Material for the task ->
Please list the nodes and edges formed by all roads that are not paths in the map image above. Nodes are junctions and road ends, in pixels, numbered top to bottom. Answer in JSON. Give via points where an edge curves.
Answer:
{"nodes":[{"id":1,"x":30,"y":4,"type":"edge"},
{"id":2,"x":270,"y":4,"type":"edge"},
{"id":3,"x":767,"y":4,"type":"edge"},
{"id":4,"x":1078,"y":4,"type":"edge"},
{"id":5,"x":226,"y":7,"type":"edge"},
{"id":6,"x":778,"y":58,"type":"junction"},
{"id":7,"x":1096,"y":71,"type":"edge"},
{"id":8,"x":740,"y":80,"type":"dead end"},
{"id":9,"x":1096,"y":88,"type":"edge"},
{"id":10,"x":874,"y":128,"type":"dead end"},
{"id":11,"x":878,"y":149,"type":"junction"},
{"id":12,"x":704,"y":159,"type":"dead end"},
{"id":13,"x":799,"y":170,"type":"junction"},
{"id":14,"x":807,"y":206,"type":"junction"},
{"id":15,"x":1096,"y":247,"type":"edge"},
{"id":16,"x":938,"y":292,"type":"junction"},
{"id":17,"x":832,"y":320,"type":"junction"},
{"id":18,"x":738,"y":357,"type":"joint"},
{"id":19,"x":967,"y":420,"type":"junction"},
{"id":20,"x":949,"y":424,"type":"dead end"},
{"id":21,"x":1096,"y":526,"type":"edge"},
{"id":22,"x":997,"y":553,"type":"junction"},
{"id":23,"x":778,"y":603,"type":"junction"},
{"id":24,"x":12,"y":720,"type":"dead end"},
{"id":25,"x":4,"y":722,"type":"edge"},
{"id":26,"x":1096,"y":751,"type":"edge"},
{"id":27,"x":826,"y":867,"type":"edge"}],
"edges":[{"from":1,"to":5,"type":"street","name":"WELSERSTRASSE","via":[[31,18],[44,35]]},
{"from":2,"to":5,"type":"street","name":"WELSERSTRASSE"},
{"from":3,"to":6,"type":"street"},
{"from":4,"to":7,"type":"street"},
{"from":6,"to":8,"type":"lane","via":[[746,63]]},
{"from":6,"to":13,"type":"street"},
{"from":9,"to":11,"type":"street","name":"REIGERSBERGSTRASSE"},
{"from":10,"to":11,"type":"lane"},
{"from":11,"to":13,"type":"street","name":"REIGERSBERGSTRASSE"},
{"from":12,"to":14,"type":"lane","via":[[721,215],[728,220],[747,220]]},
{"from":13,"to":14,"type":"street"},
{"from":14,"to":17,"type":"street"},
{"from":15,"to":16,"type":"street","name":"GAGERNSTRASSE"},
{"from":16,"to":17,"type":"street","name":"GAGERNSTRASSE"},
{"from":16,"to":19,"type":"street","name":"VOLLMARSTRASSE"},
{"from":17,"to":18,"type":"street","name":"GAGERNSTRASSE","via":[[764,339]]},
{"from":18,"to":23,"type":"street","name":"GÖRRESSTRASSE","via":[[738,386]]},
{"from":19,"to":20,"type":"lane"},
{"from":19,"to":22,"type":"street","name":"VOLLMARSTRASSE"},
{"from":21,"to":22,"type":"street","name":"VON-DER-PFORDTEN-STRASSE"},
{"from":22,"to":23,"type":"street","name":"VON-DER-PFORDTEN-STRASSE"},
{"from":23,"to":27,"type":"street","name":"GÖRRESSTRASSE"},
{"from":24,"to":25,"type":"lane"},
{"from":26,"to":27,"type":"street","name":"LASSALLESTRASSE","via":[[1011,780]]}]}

Required action -> Reproduce the data in full, precisely as given.

Task solution ->
Please list the nodes and edges formed by all roads that are not paths in the map image above. Nodes are junctions and road ends, in pixels, numbered top to bottom. Answer in JSON. Give via points where an edge curves.
Answer:
{"nodes":[{"id":1,"x":30,"y":4,"type":"edge"},
{"id":2,"x":270,"y":4,"type":"edge"},
{"id":3,"x":767,"y":4,"type":"edge"},
{"id":4,"x":1078,"y":4,"type":"edge"},
{"id":5,"x":226,"y":7,"type":"edge"},
{"id":6,"x":778,"y":58,"type":"junction"},
{"id":7,"x":1096,"y":71,"type":"edge"},
{"id":8,"x":740,"y":80,"type":"dead end"},
{"id":9,"x":1096,"y":88,"type":"edge"},
{"id":10,"x":874,"y":128,"type":"dead end"},
{"id":11,"x":878,"y":149,"type":"junction"},
{"id":12,"x":704,"y":159,"type":"dead end"},
{"id":13,"x":799,"y":170,"type":"junction"},
{"id":14,"x":807,"y":206,"type":"junction"},
{"id":15,"x":1096,"y":247,"type":"edge"},
{"id":16,"x":938,"y":292,"type":"junction"},
{"id":17,"x":832,"y":320,"type":"junction"},
{"id":18,"x":738,"y":357,"type":"joint"},
{"id":19,"x":967,"y":420,"type":"junction"},
{"id":20,"x":949,"y":424,"type":"dead end"},
{"id":21,"x":1096,"y":526,"type":"edge"},
{"id":22,"x":997,"y":553,"type":"junction"},
{"id":23,"x":778,"y":603,"type":"junction"},
{"id":24,"x":12,"y":720,"type":"dead end"},
{"id":25,"x":4,"y":722,"type":"edge"},
{"id":26,"x":1096,"y":751,"type":"edge"},
{"id":27,"x":826,"y":867,"type":"edge"}],
"edges":[{"from":1,"to":5,"type":"street","name":"WELSERSTRASSE","via":[[31,18],[44,35]]},
{"from":2,"to":5,"type":"street","name":"WELSERSTRASSE"},
{"from":3,"to":6,"type":"street"},
{"from":4,"to":7,"type":"street"},
{"from":6,"to":8,"type":"lane","via":[[746,63]]},
{"from":6,"to":13,"type":"street"},
{"from":9,"to":11,"type":"street","name":"REIGERSBERGSTRASSE"},
{"from":10,"to":11,"type":"lane"},
{"from":11,"to":13,"type":"street","name":"REIGERSBERGSTRASSE"},
{"from":12,"to":14,"type":"lane","via":[[721,215],[728,220],[747,220]]},
{"from":13,"to":14,"type":"street"},
{"from":14,"to":17,"type":"street"},
{"from":15,"to":16,"type":"street","name":"GAGERNSTRASSE"},
{"from":16,"to":17,"type":"street","name":"GAGERNSTRASSE"},
{"from":16,"to":19,"type":"street","name":"VOLLMARSTRASSE"},
{"from":17,"to":18,"type":"street","name":"GAGERNSTRASSE","via":[[764,339]]},
{"from":18,"to":23,"type":"street","name":"GÖRRESSTRASSE","via":[[738,386]]},
{"from":19,"to":20,"type":"lane"},
{"from":19,"to":22,"type":"street","name":"VOLLMARSTRASSE"},
{"from":21,"to":22,"type":"street","name":"VON-DER-PFORDTEN-STRASSE"},
{"from":22,"to":23,"type":"street","name":"VON-DER-PFORDTEN-STRASSE"},
{"from":23,"to":27,"type":"street","name":"GÖRRESSTRASSE"},
{"from":24,"to":25,"type":"lane"},
{"from":26,"to":27,"type":"street","name":"LASSALLESTRASSE","via":[[1011,780]]}]}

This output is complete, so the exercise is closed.